EXERCISE —
Since only a count is wanted, work out how many lines in the material below contain the word "nodes" and return that number.

= = = =

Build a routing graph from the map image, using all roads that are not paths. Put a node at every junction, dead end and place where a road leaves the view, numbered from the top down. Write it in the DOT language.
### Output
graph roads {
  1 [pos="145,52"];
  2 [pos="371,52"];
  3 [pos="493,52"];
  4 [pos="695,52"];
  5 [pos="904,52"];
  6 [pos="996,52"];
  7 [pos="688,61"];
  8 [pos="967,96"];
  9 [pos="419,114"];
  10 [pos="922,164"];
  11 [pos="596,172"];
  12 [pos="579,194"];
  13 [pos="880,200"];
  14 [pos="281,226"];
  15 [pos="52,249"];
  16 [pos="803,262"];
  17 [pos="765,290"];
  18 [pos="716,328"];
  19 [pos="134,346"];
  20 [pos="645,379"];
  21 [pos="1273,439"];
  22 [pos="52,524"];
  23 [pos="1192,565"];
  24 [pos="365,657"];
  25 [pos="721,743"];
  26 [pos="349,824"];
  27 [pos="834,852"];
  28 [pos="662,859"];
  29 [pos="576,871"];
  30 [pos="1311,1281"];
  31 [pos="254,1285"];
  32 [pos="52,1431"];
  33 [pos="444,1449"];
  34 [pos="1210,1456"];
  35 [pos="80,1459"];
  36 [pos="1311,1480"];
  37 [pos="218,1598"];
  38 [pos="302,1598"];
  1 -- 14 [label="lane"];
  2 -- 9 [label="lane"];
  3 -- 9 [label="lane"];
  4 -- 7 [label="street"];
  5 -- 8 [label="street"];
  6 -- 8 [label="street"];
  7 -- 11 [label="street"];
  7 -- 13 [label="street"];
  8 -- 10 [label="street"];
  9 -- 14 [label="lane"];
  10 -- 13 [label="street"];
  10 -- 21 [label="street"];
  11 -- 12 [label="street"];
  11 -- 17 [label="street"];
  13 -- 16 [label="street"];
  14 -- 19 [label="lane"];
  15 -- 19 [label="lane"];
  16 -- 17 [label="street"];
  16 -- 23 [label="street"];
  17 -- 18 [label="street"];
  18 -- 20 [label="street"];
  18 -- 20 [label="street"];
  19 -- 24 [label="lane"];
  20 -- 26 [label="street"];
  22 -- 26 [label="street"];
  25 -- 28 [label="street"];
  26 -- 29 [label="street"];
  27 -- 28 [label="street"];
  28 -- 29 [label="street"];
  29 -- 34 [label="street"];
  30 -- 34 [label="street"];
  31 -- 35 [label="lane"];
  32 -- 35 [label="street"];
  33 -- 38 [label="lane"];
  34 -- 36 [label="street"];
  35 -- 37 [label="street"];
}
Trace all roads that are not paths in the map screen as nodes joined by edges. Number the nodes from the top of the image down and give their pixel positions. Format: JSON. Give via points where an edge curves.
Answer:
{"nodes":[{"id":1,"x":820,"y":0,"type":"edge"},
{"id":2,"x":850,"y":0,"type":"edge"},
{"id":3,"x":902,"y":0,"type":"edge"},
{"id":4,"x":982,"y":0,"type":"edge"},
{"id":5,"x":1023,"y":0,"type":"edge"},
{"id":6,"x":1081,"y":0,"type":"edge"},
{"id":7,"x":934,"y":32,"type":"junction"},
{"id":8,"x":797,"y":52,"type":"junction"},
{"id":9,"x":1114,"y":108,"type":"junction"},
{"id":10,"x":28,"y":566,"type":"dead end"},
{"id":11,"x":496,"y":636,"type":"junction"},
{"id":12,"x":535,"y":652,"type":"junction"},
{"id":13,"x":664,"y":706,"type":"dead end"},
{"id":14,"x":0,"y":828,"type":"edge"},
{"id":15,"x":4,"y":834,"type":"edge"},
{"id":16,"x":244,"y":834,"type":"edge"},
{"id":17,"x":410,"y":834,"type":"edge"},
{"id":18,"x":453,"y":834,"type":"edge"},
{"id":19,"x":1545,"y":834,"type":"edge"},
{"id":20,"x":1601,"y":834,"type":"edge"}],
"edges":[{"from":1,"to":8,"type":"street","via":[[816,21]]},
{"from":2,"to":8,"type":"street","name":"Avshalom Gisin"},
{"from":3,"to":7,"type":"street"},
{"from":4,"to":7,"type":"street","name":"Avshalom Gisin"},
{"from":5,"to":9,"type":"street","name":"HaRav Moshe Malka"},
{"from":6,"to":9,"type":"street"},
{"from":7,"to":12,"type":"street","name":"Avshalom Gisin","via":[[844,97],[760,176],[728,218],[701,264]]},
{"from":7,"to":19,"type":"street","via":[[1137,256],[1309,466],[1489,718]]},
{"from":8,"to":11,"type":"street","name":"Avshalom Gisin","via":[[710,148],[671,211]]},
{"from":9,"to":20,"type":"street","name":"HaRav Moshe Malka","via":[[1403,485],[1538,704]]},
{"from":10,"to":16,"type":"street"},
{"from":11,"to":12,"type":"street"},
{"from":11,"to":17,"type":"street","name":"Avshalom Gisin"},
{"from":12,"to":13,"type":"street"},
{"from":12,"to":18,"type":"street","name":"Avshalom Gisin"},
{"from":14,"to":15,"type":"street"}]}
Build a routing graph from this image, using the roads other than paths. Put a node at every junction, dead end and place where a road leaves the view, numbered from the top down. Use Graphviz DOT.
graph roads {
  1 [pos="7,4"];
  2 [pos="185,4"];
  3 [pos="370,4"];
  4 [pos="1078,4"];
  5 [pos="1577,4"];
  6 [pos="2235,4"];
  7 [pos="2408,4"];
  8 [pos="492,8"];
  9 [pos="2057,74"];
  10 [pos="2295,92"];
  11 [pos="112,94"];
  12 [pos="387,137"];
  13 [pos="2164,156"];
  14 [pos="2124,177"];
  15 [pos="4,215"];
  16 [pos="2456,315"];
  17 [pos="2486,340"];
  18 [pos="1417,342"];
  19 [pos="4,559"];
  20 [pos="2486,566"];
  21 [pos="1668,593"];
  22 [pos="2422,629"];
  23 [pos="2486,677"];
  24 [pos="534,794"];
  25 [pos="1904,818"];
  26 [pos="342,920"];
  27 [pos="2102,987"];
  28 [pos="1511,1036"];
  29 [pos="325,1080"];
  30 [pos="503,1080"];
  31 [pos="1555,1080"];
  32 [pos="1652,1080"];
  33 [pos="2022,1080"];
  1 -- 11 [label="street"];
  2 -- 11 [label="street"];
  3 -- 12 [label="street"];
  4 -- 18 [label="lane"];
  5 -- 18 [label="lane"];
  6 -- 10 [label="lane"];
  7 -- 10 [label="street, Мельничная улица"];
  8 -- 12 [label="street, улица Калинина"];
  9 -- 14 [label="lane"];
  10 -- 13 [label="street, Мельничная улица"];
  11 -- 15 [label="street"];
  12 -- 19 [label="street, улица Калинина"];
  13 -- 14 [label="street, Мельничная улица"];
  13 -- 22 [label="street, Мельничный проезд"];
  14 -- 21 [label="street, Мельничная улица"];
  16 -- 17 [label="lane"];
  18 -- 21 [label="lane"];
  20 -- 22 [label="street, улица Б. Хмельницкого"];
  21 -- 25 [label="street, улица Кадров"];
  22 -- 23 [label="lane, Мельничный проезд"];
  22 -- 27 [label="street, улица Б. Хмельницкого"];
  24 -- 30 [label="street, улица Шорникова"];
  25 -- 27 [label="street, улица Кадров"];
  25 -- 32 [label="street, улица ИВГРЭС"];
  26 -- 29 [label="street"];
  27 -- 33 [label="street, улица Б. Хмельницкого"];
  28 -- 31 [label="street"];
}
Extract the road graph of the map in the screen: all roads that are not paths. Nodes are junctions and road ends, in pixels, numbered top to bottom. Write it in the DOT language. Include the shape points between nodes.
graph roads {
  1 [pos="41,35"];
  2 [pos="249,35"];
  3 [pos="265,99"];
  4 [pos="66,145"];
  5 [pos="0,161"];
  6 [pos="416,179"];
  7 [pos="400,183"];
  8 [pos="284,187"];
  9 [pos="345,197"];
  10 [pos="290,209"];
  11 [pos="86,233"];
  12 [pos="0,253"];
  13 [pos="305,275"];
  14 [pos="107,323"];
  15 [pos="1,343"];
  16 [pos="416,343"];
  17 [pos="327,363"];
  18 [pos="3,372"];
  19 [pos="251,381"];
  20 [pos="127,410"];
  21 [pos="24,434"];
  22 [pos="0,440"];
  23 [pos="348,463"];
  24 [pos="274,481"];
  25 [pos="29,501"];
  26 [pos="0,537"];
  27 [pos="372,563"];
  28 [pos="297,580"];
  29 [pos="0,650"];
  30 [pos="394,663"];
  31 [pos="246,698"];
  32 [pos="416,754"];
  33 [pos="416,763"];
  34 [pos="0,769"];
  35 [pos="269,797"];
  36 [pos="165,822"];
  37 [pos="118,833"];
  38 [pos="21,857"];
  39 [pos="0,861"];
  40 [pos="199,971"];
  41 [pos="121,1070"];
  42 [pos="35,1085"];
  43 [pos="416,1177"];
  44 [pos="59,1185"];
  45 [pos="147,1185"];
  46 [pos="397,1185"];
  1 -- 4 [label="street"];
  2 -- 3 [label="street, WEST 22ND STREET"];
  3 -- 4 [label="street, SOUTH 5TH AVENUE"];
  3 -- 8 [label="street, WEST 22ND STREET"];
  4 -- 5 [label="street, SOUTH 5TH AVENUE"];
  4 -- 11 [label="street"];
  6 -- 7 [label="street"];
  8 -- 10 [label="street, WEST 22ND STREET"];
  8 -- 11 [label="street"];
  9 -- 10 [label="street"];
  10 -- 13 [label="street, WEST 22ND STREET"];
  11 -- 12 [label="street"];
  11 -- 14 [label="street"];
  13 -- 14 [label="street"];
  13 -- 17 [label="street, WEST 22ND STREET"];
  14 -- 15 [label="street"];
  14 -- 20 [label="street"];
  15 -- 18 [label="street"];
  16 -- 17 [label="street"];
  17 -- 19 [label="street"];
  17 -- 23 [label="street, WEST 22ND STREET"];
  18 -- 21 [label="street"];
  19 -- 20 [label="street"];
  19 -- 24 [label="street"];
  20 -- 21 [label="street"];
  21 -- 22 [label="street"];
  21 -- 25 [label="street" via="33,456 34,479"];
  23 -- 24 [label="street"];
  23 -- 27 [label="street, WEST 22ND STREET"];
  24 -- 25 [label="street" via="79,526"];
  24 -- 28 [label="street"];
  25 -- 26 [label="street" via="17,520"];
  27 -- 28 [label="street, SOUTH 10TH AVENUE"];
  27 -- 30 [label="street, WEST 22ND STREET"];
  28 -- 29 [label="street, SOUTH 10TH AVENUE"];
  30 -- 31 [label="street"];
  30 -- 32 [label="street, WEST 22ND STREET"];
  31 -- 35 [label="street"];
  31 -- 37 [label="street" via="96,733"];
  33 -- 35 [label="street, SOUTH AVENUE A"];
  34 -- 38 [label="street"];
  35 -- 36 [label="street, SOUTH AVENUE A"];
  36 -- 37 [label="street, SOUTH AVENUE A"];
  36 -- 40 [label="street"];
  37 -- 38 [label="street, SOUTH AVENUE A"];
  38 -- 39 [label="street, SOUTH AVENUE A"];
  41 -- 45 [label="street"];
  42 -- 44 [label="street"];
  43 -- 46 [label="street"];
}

= = = =

SOLVED EXERCISE —
3